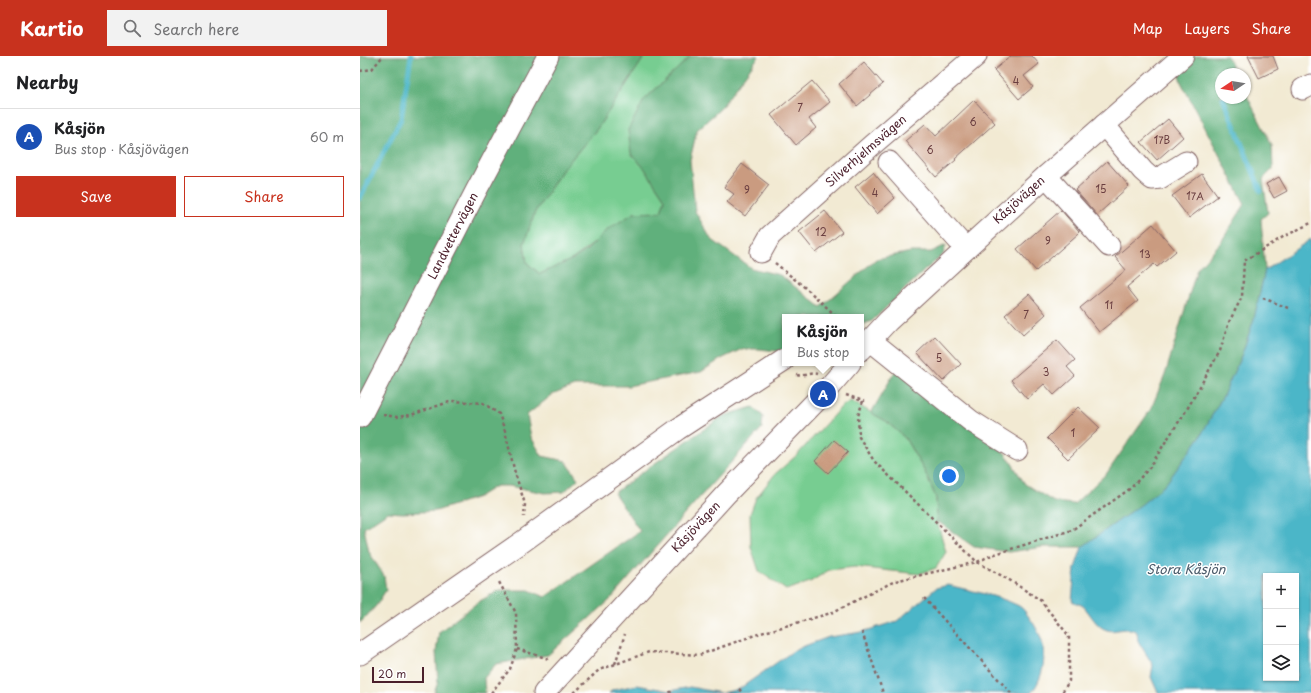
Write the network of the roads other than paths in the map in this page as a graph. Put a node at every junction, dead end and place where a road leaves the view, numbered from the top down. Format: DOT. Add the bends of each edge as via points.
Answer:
graph roads {
  1 [pos="548,56"];
  2 [pos="976,56"];
  3 [pos="1179,57"];
  4 [pos="1104,125"];
  5 [pos="889,162"];
  6 [pos="1186,162"];
  7 [pos="1046,176"];
  8 [pos="1109,246"];
  9 [pos="966,249"];
  10 [pos="761,252"];
  11 [pos="865,345"];
  12 [pos="847,366"];
  13 [pos="789,367"];
  14 [pos="360,417"];
  15 [pos="1017,450"];
  16 [pos="360,654"];
  17 [pos="544,693"];
  1 -- 14 [label="street, Landvettervägen"];
  2 -- 10 [label="street, Silverhjelmsvägen" via="770,236"];
  3 -- 4 [label="street, Kåsjövägen"];
  4 -- 6 [label="street" via="1152,179 1160,178"];
  4 -- 7 [label="street, Kåsjövägen"];
  5 -- 9 [label="street"];
  7 -- 8 [label="street"];
  7 -- 9 [label="street, Kåsjövägen"];
  9 -- 11 [label="street, Kåsjövägen"];
  11 -- 15 [label="street" via="970,420"];
  12 -- 17 [label="street, Kåsjövägen"];
  13 -- 16 [label="street" via="678,429 522,542"];
}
-*-*-
Every line above should be copied exactly; do not carry over the pictures.

_Result_:
Write the network of the roads other than paths in the map in this page as a graph. Put a node at every junction, dead end and place where a road leaves the view, numbered from the top down. Format: DOT. Add the bends of each edge as via points.
Answer:
graph roads {
  1 [pos="548,56"];
  2 [pos="976,56"];
  3 [pos="1179,57"];
  4 [pos="1104,125"];
  5 [pos="889,162"];
  6 [pos="1186,162"];
  7 [pos="1046,176"];
  8 [pos="1109,246"];
  9 [pos="966,249"];
  10 [pos="761,252"];
  11 [pos="865,345"];
  12 [pos="847,366"];
  13 [pos="789,367"];
  14 [pos="360,417"];
  15 [pos="1017,450"];
  16 [pos="360,654"];
  17 [pos="544,693"];
  1 -- 14 [label="street, Landvettervägen"];
  2 -- 10 [label="street, Silverhjelmsvägen" via="770,236"];
  3 -- 4 [label="street, Kåsjövägen"];
  4 -- 6 [label="street" via="1152,179 1160,178"];
  4 -- 7 [label="street, Kåsjövägen"];
  5 -- 9 [label="street"];
  7 -- 8 [label="street"];
  7 -- 9 [label="street, Kåsjövägen"];
  9 -- 11 [label="street, Kåsjövägen"];
  11 -- 15 [label="street" via="970,420"];
  12 -- 17 [label="street, Kåsjövägen"];
  13 -- 16 [label="street" via="678,429 522,542"];
}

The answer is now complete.